Particle physicists are always on the lookout to find ways to probe this New Physics. A key task is to develop theories that are both consistent theoretically and viable in the light of available experimental data. In this context, studying the properties of the newly discovered Higgs boson is particularly important. Indeed, the Higgs boson is unique as the only known subatomic particle of spin 0. It also relates to many – if not most – of the open problems of Particle Physics. In particular, while it is understood that the Higgs boson is at the origin of the generation of elementary particles, the exact way this happens remains unknown. The Higgs mechanism is essential in describing the earliest times of the Universe’s history. The precise dynamics of this mechanism can have profound implications, for example, to understand why the Universe contains more matter than antimatter – and why we exist.

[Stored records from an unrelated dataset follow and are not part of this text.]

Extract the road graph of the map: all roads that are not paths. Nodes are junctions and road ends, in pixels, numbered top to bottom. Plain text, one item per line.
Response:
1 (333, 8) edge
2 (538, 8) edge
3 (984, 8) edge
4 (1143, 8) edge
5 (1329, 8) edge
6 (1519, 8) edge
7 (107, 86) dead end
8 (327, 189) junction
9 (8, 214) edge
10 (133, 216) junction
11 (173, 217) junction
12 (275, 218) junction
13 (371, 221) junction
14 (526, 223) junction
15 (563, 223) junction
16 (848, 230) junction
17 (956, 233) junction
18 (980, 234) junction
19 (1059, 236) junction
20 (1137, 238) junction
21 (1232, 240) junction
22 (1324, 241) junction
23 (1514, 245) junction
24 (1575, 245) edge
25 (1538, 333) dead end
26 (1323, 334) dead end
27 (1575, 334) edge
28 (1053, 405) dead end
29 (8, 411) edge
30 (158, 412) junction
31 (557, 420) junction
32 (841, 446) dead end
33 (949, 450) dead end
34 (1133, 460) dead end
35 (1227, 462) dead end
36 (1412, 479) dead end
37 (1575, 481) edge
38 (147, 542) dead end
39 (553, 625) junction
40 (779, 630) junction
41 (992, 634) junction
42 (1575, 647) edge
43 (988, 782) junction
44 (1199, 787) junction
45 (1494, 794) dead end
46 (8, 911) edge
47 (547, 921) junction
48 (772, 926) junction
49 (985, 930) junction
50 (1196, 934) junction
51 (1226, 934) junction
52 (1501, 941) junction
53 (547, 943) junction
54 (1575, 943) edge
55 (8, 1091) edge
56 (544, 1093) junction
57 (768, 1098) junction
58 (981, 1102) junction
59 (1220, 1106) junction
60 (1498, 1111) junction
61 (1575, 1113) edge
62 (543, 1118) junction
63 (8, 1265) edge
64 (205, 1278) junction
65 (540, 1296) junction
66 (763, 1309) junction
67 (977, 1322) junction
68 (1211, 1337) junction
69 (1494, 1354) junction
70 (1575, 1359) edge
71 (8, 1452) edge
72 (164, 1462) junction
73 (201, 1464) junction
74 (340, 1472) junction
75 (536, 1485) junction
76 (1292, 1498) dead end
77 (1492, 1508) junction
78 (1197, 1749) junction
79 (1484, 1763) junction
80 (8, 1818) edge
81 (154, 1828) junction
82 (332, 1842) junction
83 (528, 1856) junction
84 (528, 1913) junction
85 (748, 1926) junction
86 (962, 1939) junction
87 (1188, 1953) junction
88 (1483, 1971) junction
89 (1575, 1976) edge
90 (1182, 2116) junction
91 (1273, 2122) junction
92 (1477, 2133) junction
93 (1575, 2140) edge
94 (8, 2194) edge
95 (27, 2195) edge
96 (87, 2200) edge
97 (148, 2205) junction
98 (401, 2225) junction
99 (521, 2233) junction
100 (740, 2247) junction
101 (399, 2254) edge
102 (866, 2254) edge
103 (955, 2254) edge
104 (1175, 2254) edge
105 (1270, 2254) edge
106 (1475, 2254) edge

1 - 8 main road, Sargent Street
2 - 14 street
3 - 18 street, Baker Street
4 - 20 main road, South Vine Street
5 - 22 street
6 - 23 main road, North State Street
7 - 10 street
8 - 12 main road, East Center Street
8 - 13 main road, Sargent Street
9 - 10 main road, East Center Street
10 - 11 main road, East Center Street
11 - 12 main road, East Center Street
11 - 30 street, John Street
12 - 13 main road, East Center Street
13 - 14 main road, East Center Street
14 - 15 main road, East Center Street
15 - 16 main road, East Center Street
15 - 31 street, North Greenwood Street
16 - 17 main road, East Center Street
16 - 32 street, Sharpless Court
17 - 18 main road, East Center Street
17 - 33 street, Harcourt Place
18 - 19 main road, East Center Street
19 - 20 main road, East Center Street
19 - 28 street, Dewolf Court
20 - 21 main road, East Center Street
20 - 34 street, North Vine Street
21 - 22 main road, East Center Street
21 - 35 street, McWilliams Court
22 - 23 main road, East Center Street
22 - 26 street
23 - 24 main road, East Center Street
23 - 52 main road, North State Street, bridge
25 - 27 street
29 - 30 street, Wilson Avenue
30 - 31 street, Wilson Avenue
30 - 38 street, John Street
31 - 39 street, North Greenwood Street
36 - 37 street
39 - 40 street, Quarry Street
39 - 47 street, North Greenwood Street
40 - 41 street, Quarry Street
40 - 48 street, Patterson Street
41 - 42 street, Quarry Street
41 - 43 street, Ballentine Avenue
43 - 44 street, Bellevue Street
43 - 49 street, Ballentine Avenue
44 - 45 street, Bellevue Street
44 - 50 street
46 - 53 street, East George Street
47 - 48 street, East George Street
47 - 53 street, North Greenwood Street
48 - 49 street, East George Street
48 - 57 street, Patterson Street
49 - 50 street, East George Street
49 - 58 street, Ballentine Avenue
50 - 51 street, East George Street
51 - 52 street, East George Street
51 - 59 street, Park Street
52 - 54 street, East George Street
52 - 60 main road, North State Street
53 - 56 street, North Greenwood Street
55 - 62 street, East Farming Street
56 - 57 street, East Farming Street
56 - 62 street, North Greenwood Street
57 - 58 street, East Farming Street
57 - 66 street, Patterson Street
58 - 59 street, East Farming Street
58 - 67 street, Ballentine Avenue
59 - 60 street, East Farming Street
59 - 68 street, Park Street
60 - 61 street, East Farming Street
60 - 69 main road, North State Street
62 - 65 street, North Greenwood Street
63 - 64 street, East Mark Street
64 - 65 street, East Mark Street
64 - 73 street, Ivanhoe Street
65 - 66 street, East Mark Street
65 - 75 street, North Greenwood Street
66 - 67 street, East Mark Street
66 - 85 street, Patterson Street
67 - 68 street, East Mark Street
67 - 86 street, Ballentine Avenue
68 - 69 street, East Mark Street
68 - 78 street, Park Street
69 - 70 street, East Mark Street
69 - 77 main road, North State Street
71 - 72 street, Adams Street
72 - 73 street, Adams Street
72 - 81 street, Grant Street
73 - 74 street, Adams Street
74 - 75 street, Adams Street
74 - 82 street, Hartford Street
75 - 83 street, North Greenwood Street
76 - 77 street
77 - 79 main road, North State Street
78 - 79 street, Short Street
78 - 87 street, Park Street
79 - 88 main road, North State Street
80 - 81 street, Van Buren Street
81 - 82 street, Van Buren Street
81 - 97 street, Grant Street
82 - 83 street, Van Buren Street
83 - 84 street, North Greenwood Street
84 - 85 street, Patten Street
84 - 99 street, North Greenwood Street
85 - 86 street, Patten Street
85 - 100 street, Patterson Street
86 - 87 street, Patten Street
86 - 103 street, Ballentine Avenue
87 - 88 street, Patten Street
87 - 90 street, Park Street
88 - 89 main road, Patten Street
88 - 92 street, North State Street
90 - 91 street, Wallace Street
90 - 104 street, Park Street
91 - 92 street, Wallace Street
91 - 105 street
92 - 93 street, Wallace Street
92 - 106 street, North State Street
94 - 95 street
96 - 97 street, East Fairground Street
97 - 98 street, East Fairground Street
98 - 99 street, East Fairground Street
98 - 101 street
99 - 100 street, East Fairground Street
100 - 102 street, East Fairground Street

The properties of the Higgs boson allow learning about the dynamics of the mass generation mechanism. This is especially true for the Higgs potential, the function that describes the energy of the vacuum for a given configuration of the Higgs field. The key physical quantity is the coupling describing the self-interaction of three Higgs bosons, directly controlling the behavior of the Higgs potential. This quantity is called trilinear Higgs coupling.
This paper investigates the trilinear Higgs coupling in models with extended Higgs sectors – as a specific example, in a model with a second Higgs doublet. The calculations show that significant enhancements compared to the Standard Model prediction for this coupling are possible for unconstrained choices of the model parameters. Furthermore, the paper shows that comparing the prediction for the trilinear Higgs coupling with the latest experimental bounds on this coupling provides a novel and powerful probe of theories with extended Higgs sectors. This method offers a new way to assess sensitivity to New Physics beyond what can be obtained with state-of-the-art theoretical constraints or the present experimental results.
This work also highlights the importance of calculating the trilinear Higgs coupling to the highest possible level of precision, taking into account quantum effects. Future prospects for the experimental determination of the trilinear Higgs coupling promise significant improvements when this new method is used on data.